I have a class with this field:

private volatile int[] typeSpecificPos=Const.intArray0;

where Const.intArray0 is simply a new int[0] singleton. As the array grows
empty slots are filled with -1. An element remains constant once it is
filled with a non-negative value (and this is the path that must be fast).

The field is volatile so any thread is guaranteed to always reference the
latest adjusted array assigned to typeSpecificPos.

Is the non-synchronized method below completely thread safe? I'll paste it
in and then explain each step of my approach:

public int getTypeSpecificSlotPos(int type) {
int typedPos;
try {typedPos=typeSpecificPos[type];} catch (ArrayIndexOutOfBoundsException e1) {
synchronized (this) {
try {typedPos=typeSpecificPos[type];} catch (ArrayIndexOutOfBoundsException e2) {
typedPos=TypeEqOffsetMap.getOrCreateOffset(type, this);
int oldLen=typeSpecificPos.length, newLen=Misc.ndxBelowPow2Lim(type);
int[] newArray=new int[newLen];
System.arraycopy(typeSpecificPos, 0, newArray, 0, oldLen);
for (int i=oldLen; i<newLen; ++i) {newArray=-1;}
newArray[type]=typedPos;
typeSpecificPos=newArray;
return typedPos;
}
if (typedPos>=0) return typedPos;
typedPos=TypeEqOffsetMap.getOrCreateOffset(type, this);
typeSpecificPos[type]=typedPos;
return typedPos;
}
}
if (typedPos>=0) return typedPos;
synchronized (this) {
typedPos=typeSpecificPos[type];
if (typedPos>=0) return typedPos;
typedPos=TypeEqOffsetMap.getOrCreateOffset(type, this);
typeSpecificPos[type]=typedPos;
return typedPos;
}
}

First I try to extract an int from the array. I either obtain the int or
the array turns out to be too small. If the array is of sufficient size
then I check whether the element is >=0. If it is I return the value. This
is the fast unsynchronized path.

If the element is negative then I synchronize upon the object containing
the field. Once synchronized I again check whether another thread has
already set the element. If it has I return the non-negative value.
Only one thread succeeds in setting the non-negative value of the element.

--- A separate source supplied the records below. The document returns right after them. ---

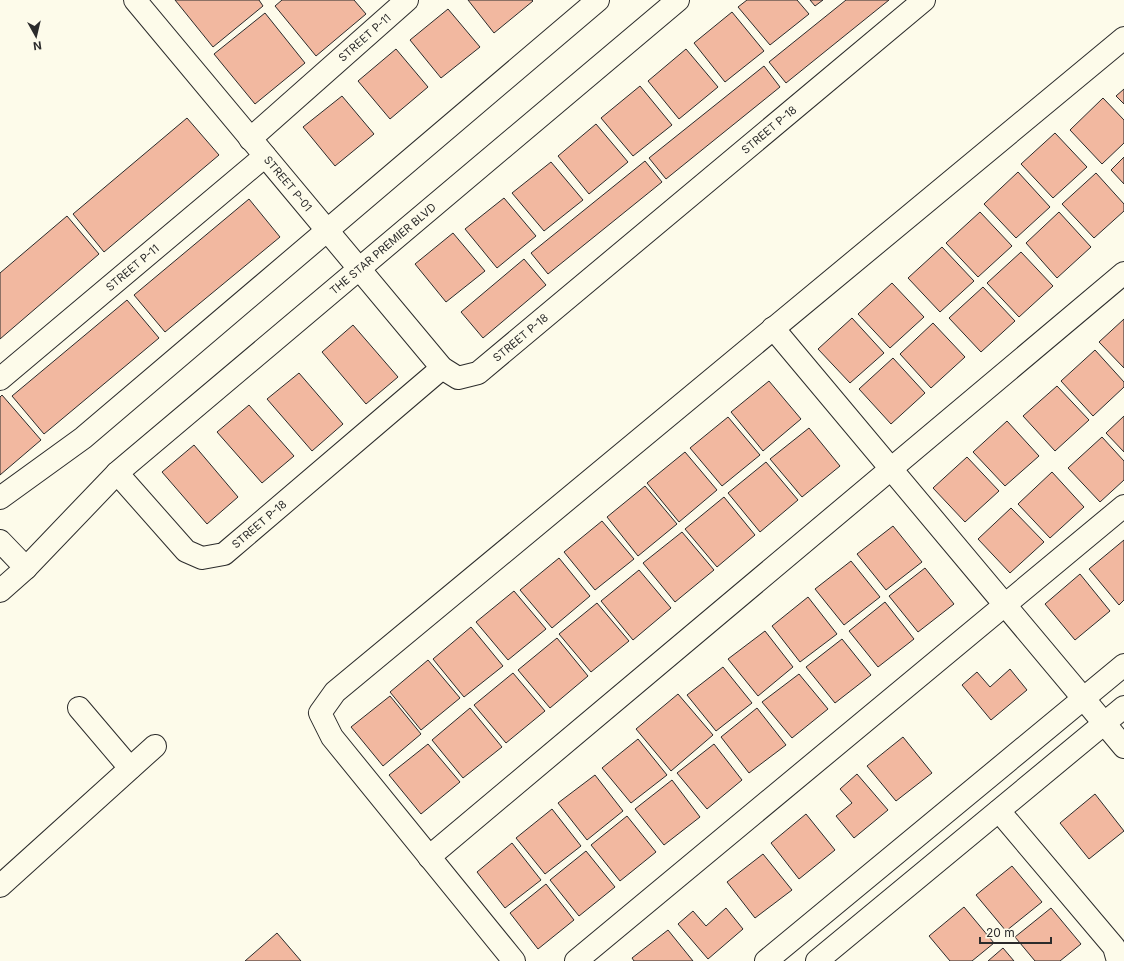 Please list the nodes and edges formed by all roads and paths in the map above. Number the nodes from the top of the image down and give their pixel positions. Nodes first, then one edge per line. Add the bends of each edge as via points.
1 (135, 0) edge
2 (598, 0) edge
3 (678, 0) edge
4 (924, 0) edge
5 (395, 4) edge
6 (1124, 38) edge
7 (250, 138) junction
8 (265, 156) junction
9 (327, 230) junction
10 (359, 269) junction
11 (1124, 272) edge
12 (773, 328) junction
13 (442, 368) junction
14 (0, 379) edge
15 (891, 470) junction
16 (117, 474) junction
17 (0, 498) edge
18 (1124, 506) edge
19 (0, 541) edge
20 (26, 568) junction
21 (0, 591) edge
22 (1004, 605) junction
23 (1124, 665) edge
24 (1083, 699) junction
25 (1124, 707) edge
26 (79, 708) dead end
27 (1104, 724) junction
28 (155, 746) dead end
29 (1124, 747) edge
30 (130, 768) junction
31 (999, 811) junction
32 (429, 857) junction
33 (0, 886) edge
34 (514, 961) edge
35 (576, 961) edge
36 (766, 961) edge
37 (817, 961) edge
38 (1118, 961) edge

1 - 7 street, STREET P-01
2 - 9 street
3 - 10 street, THE STAR PREMIER BLVD
4 - 13 street, STREET P-18 via 478,373 458,378
5 - 7 street, STREET P-11
6 - 12 street
7 - 8 street, STREET P-01
8 - 9 street, STREET P-01
8 - 14 street, STREET P-11
9 - 10 street, STREET P-01
9 - 17 street via 83,438
10 - 13 street, STREET P-01
10 - 16 street, THE STAR PREMIER BLVD
11 - 15 street
12 - 15 street
12 - 32 street via 335,692 320,713 332,737
13 - 16 street, STREET P-18 via 224,554 202,558 186,551
15 - 22 street
15 - 32 street
16 - 20 street, THE STAR PREMIER BLVD
18 - 22 street
19 - 20 street
20 - 21 street, THE STAR PREMIER BLVD
22 - 24 street
22 - 35 street
23 - 24 street
24 - 27 street
24 - 36 street
25 - 27 street
26 - 30 street
27 - 29 street
27 - 31 street
28 - 30 street
30 - 33 street
31 - 37 street
31 - 38 street via 1114,947
32 - 34 street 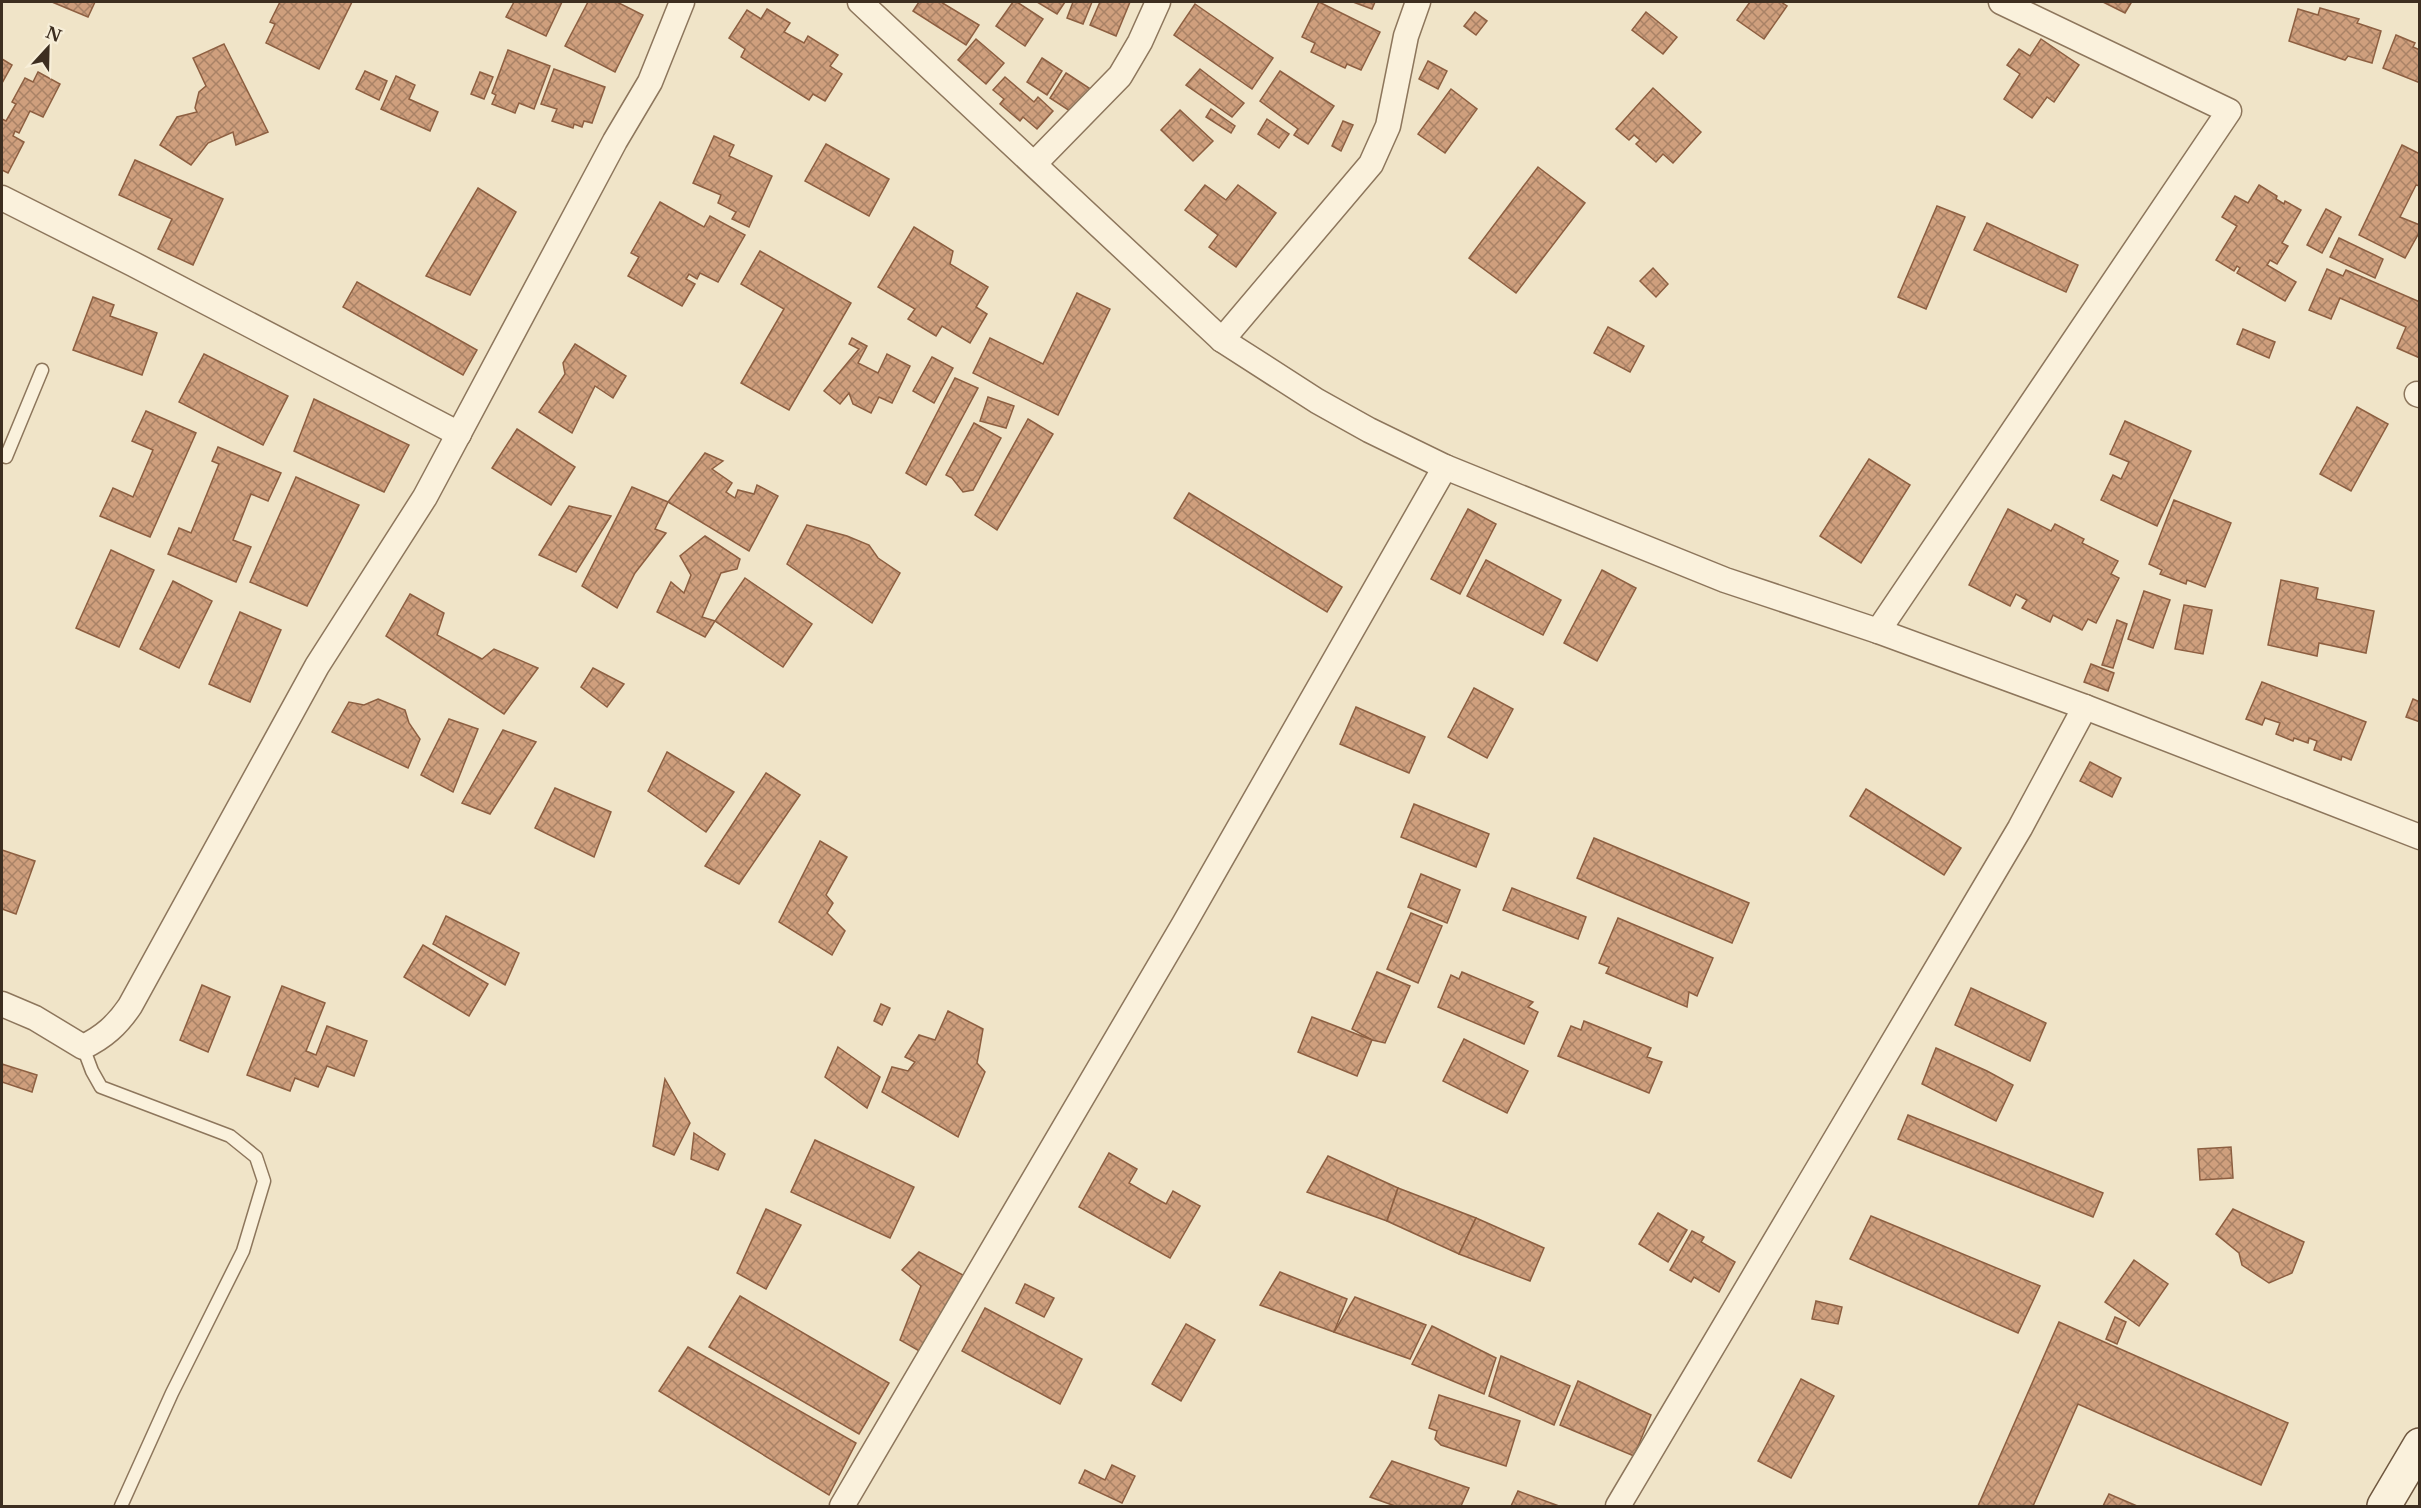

If the array was originally too small then I synchronize upon the object
containing the field and again try to read the element. If the element
still cannot be read I grow the array, set the element and assign the new
array to typeSpecificPos before returning the non-negative element.

Upon the second check if the array was of sufficient size then the array
must have been resized in another thread. I check whether the element is
non-negative for safety because I'm unsure whether a different thread with
a different offset that is no longer out of bounds could end up within
this path.

I hope I haven't overlooked anything that could render this approach
non-thread safe!

Regards,
Adam
 
O

Owen Jacobson

Hi all,

I have a class with this field:

private volatile int[] typeSpecificPos=Const.intArray0;

where Const.intArray0 is simply a new int[0] singleton. As the array
grows empty slots are filled with -1. An element remains constant once
it is filled with a non-negative value (and this is the path that must
be fast).

Possible issues:
1. The array is replaced entirely with a new, larger array immediately
after the current thread accesses it.

2. An item in the array is replaced immediately after the current thread
accesses it.

If it's safe for a thread to believe a value hasn't been set yet when it
has, then you only *need* to synchronize setting new values. If it's not
safe for a thread to "miss the boat" on a newly-added then you need to
serialize not only access to the array but also use of the results, which
has to happen at a higher level and you may want to consider whether
threads are even the right approach for this part of the program.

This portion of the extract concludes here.